December 21, 2003|By TOM KEYSER

As 2003 draws to a close, the Maryland Jockey Club faces what Joe De Francis calls "the toughest year we've had in the last decade."

De Francis, president and CEO of the company that owns Pimlico and Laurel Park, says it will be a close call whether the MJC finishes the year in the black or the red. Eleven cancellations of live racing because of inclement weather - and two partial cancellations - turned what would have been a mediocre year into a "disastrous year," De Francis said.

"When it's not been snowing or blowing or raining or sleeting or hurricaning," De Francis said, "even on normal days the general trend of business has been soft."

After horsemen threatened to cut off simulcasting, the MJC agreed to keep the Pimlico stable open for the winter. MJC officials said closing it would have saved $600,000 to $700,000. De Francis later canceled the company Christmas party.

"I'd rather cancel the Christmas party than lay somebody off," De Francis said. "We're trying to look under every rock behind every tree for cost-savings this year."

Lou Raffetto Jr., chief operating officer of the MJC, said if the legislature doesn't provide money for purses during its upcoming session, then purses will have to be severely cut or racing days reduced. A modest purse cut of $500 to $1,000 per race takes effect after the new year.

However, Wayne Wright, executive secretary of the Maryland Thoroughbred Horsemen's Association, said horsemen have no interest in cutting purses for non-stakes races or in reducing race days. He said they prefer slicing from the Pimlico stakes schedule this spring.

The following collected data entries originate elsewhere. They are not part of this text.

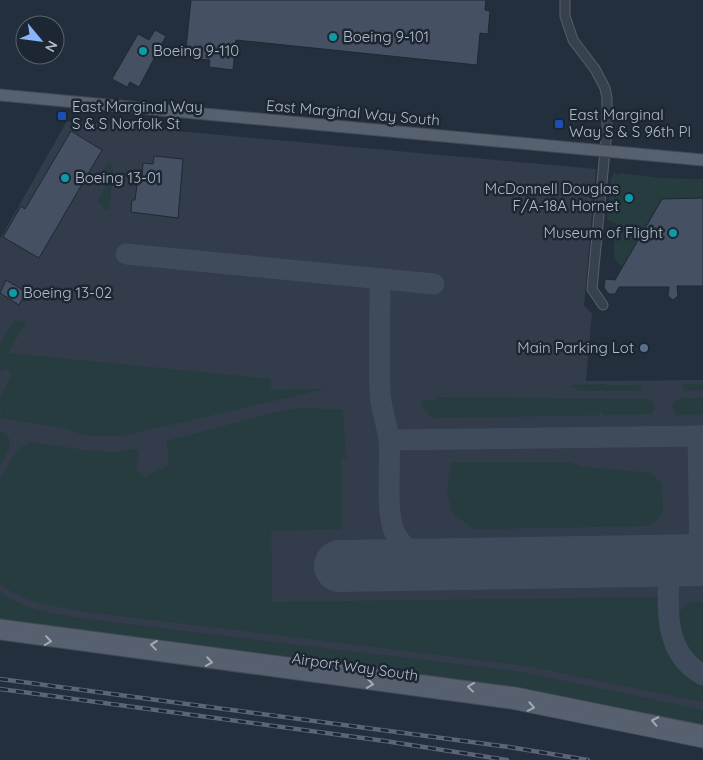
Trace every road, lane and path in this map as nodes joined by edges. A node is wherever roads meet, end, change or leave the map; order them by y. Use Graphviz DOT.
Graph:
graph roads {
  1 [pos="565,0"];
  2 [pos="0,95"];
  3 [pos="605,151"];
  4 [pos="703,160"];
  5 [pos="602,304"];
  6 [pos="0,625"];
  7 [pos="0,634"];
  8 [pos="703,731"];
  9 [pos="703,742"];
  1 -- 3 [label="street"];
  2 -- 3 [label="main road, East Marginal Way South"];
  3 -- 4 [label="main road, East Marginal Way South"];
  3 -- 5 [label="street"];
  8 -- 6 [label="main road, Airport Way South, one-way"];
  7 -- 9 [label="main road, Airport Way South, one-way"];
}
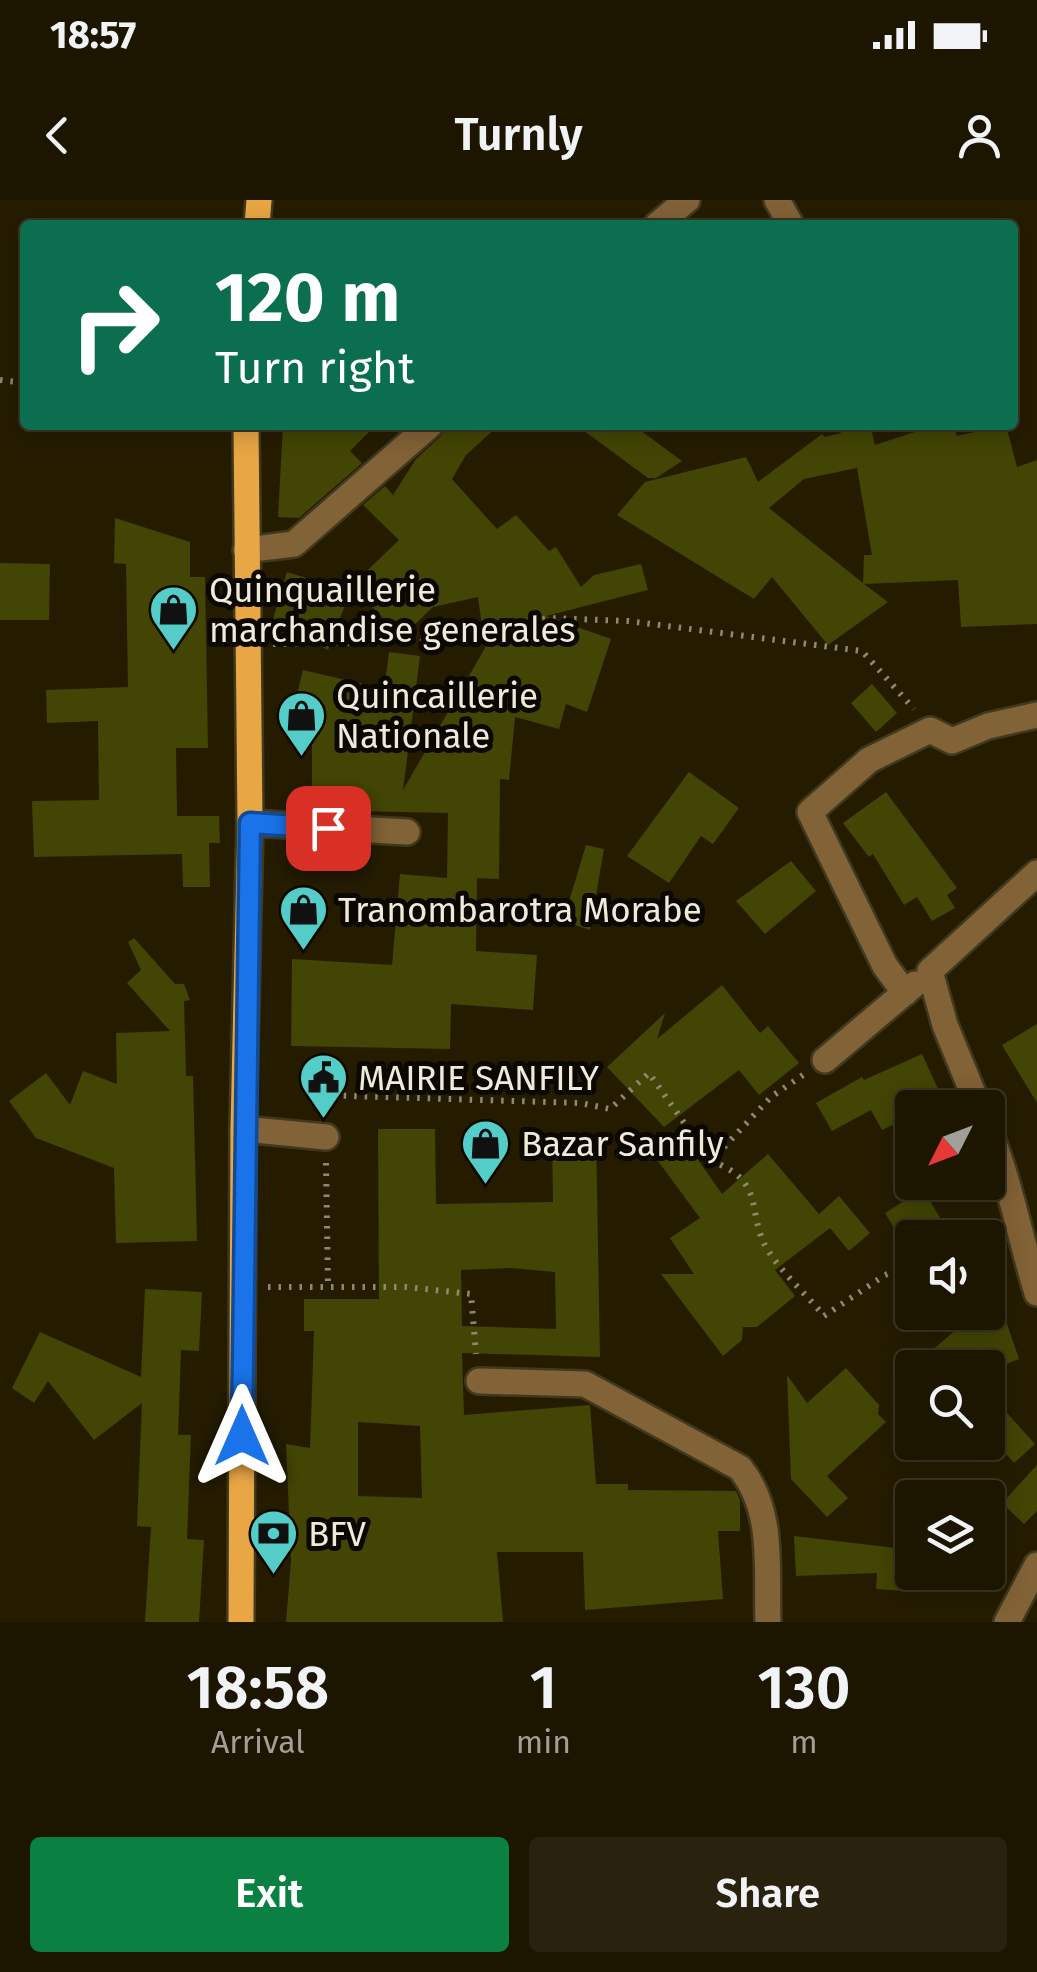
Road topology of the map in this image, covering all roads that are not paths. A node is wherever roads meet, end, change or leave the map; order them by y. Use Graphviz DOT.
graph roads {
  1 [pos="688,200"];
  2 [pos="662,220"];
  3 [pos="246,430"];
  4 [pos="424,430"];
  5 [pos="246,550"];
  6 [pos="1037,714"];
  7 [pos="250,823"];
  8 [pos="407,832"];
  9 [pos="1037,873"];
  10 [pos="930,971"];
  11 [pos="905,992"];
  12 [pos="826,1060"];
  13 [pos="972,1090"];
  14 [pos="243,1129"];
  15 [pos="326,1137"];
  16 [pos="1005,1170"];
  17 [pos="1037,1293"];
  18 [pos="479,1381"];
  19 [pos="1037,1565"];
  20 [pos="241,1622"];
  21 [pos="768,1622"];
  22 [pos="1006,1622"];
  1 -- 2 [label="street"];
  3 -- 5 [label="main road"];
  4 -- 5 [label="street"];
  5 -- 7 [label="main road"];
  6 -- 11 [label="street"];
  7 -- 8 [label="street"];
  7 -- 14 [label="main road"];
  9 -- 10 [label="street"];
  10 -- 11 [label="street"];
  10 -- 13 [label="street"];
  11 -- 12 [label="street"];
  14 -- 15 [label="street"];
  14 -- 20 [label="main road"];
  16 -- 17 [label="street"];
  18 -- 21 [label="street"];
  19 -- 22 [label="street"];
}
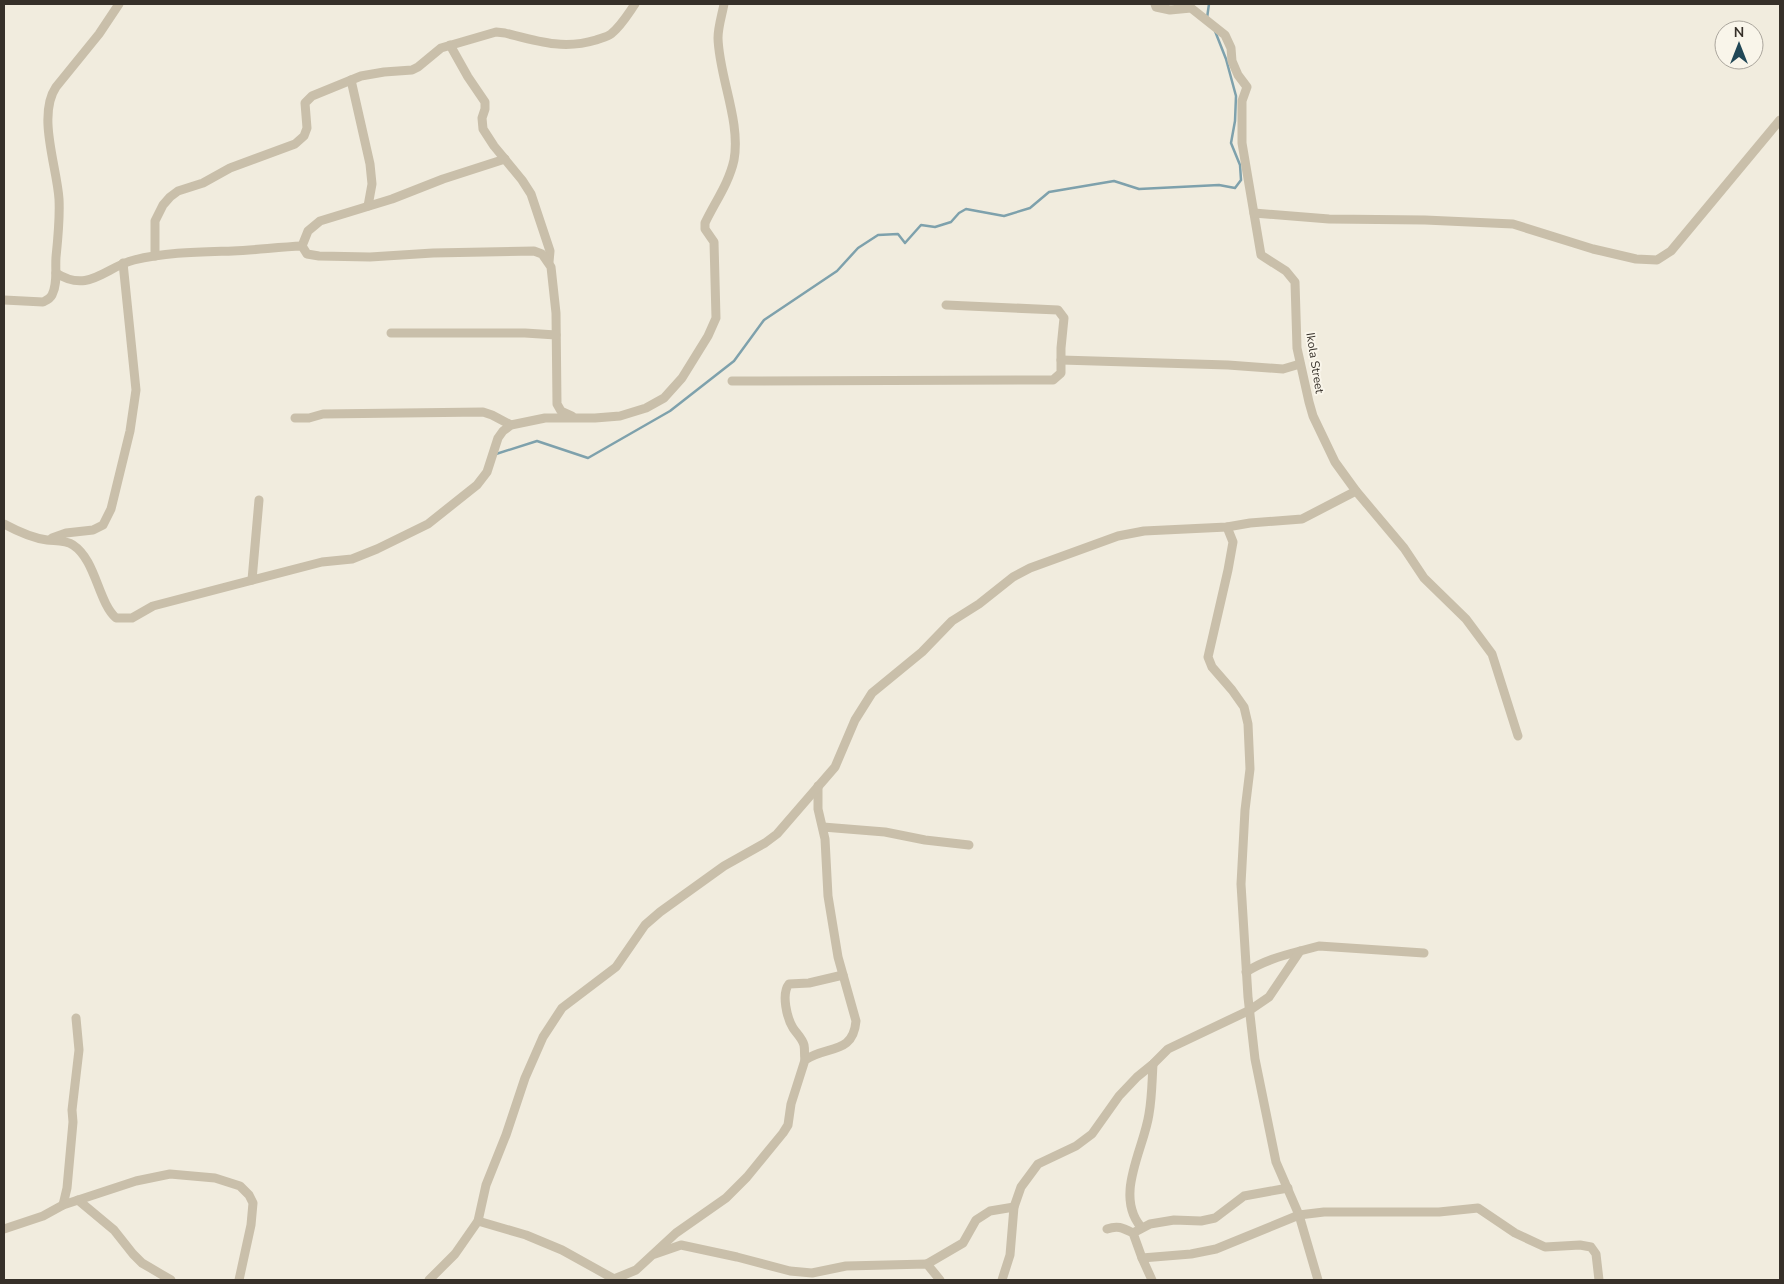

Meanwhile, the average field size at Laurel has risen from eight horses per race to nearly nine since Delaware Park closed six weeks ago. Track management has made it clear it expects horsemen stabled here to race here, and horsemen have supported the program during times that everyone in racing agrees have been difficult.

Carnivalay retired

The royally bred Carnivalay, who was Maryland stallion of the year in 1990, has been retired from stud duty at Country Life Farm because of decreased fertility. He is 22.

A son of Northern Dancer and the outstanding broodmare Obeah, Carnivalay became an instant sensation in 1989 when three horses from his first crop won graded stakes and his half-sister Go For Wand captured the Breeders' Cup Juvenile Fillies en route to the first of two Eclipse awards.

Carnivalay sired 35 stakes winners, including Ameri Valay, who earned $742,779 and in turn sired Magic Weisner, runner-up in the 2002 Preakness. Carnivalay's offspring have earned more than $25 million, and many are still racing. The New York-based Aggadan finished second in the Grade I Vosburgh at Belmont Park and finished second yesterday in the Challedon Stakes at Laurel Park.

Josh Pons, who runs Country Life with his brother, Mike, said Carnivalay could have been even more successful except that "his babies were a little obstreperous. They were hot-blooded Northern Dancer types who gave trainers and exercise riders fits. I think that put the brakes on him a little bit."

Pons said Carnivalay will remain at Country Life where "everybody loves him. He's a really cool horse. He'll have a good home."

Something about Murmur

The stallion Louis Quatorze barely had time to settle in at Murmur Farm in Darlington when one of his sons impressively won a stakes race. If that sounds familiar, that's because the same thing happened when Audrey and Allen Murray brought the stallion Our Emblem to Murmur in late 2001. His offspring started winning races across the country, led by his son War Emblem, who won the Kentucky Derby and Preakness in 2002.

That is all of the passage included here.